> [REQUIRED WORK] The word "symbols" may appear in lines of the data; say how many such lines there are, with nothing beyond the number.

Top of RAW DATA

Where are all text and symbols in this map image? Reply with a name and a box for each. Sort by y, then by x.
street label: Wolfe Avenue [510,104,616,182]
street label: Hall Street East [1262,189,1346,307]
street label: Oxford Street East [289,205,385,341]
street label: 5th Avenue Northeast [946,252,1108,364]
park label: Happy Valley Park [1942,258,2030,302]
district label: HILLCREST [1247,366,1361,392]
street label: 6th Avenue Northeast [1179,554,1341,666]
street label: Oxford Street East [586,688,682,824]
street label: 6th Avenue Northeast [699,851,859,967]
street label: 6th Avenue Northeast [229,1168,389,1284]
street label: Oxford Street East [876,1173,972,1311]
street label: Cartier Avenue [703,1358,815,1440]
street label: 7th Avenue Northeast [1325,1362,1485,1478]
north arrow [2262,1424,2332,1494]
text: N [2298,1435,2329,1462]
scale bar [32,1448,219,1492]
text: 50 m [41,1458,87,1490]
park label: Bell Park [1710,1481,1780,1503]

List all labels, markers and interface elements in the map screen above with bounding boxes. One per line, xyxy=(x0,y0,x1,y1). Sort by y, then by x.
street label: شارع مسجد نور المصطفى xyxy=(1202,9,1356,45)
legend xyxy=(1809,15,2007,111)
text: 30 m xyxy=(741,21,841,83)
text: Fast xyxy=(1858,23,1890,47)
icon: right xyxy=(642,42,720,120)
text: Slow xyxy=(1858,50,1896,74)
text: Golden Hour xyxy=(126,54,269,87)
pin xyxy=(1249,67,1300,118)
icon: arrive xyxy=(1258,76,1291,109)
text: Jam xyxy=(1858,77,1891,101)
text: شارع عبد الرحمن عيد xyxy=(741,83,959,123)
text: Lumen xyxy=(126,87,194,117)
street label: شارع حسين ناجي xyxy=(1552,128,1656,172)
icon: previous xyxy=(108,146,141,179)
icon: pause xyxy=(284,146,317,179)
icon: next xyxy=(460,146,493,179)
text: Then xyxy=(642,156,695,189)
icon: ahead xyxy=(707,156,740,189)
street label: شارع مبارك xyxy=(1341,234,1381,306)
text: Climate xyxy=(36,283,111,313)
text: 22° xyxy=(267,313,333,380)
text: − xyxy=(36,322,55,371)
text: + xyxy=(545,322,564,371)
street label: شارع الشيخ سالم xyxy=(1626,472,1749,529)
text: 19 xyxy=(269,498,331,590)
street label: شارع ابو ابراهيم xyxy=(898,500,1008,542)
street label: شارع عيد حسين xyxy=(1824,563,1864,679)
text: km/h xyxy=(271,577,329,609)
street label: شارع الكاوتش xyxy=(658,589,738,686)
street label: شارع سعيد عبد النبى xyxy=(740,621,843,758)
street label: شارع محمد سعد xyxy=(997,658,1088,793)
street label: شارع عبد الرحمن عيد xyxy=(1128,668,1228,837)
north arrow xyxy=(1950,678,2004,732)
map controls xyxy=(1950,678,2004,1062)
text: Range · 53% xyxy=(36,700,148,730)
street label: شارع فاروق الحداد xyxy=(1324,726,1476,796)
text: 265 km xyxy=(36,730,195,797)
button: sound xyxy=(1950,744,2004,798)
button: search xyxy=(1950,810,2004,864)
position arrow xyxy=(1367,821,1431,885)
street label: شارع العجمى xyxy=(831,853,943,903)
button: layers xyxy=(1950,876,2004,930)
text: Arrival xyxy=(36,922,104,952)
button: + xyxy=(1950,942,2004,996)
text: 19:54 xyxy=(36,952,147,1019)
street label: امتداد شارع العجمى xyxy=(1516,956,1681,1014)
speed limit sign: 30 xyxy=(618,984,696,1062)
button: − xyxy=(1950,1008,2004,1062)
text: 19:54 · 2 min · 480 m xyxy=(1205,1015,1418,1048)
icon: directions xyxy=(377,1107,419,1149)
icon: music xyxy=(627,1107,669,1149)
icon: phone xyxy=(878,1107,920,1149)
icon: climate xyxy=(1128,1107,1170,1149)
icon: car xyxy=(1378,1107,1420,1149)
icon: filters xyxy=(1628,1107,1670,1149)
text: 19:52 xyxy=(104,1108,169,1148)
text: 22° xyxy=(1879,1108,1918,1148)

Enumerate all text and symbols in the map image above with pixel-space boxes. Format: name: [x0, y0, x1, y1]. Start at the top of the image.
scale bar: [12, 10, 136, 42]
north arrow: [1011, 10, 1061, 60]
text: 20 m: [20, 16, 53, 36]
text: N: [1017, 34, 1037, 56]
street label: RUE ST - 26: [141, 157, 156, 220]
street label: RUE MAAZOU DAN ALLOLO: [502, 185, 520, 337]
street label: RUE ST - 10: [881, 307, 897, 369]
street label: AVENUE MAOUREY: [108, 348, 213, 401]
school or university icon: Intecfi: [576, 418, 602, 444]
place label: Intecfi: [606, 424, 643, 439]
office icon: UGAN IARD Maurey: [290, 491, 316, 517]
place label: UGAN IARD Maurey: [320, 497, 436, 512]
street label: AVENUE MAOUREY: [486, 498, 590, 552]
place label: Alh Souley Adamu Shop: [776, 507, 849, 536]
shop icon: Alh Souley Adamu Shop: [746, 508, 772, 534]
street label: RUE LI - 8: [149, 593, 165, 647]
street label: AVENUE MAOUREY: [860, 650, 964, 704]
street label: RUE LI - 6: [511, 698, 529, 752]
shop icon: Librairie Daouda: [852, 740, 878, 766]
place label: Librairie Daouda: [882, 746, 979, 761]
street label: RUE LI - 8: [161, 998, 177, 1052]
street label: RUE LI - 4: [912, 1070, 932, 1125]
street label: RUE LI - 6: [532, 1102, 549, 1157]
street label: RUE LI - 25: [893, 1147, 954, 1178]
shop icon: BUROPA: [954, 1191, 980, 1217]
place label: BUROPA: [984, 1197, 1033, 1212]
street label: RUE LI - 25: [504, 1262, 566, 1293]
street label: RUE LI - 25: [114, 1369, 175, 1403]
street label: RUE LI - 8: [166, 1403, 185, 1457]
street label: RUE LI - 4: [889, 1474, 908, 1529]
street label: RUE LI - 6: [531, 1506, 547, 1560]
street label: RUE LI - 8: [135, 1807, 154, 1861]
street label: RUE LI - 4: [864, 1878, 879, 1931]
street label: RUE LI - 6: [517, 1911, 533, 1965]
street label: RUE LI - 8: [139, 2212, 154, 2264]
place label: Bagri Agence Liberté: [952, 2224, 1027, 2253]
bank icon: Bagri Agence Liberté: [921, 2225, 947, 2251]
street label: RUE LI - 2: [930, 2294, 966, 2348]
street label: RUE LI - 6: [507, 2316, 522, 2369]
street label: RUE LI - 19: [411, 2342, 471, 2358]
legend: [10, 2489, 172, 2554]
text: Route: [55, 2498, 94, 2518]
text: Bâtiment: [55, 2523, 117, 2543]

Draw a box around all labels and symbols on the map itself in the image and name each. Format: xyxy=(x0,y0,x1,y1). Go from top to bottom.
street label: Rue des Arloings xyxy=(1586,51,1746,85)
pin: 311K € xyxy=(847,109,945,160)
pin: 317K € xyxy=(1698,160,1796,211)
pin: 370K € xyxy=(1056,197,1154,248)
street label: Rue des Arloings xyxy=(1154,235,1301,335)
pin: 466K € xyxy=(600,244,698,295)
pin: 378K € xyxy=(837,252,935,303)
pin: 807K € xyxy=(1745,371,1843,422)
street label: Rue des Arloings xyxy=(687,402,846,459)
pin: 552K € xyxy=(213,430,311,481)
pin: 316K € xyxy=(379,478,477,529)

Bottom of RAW DATA

> [SOLUTION TO THE EXERCISE] 3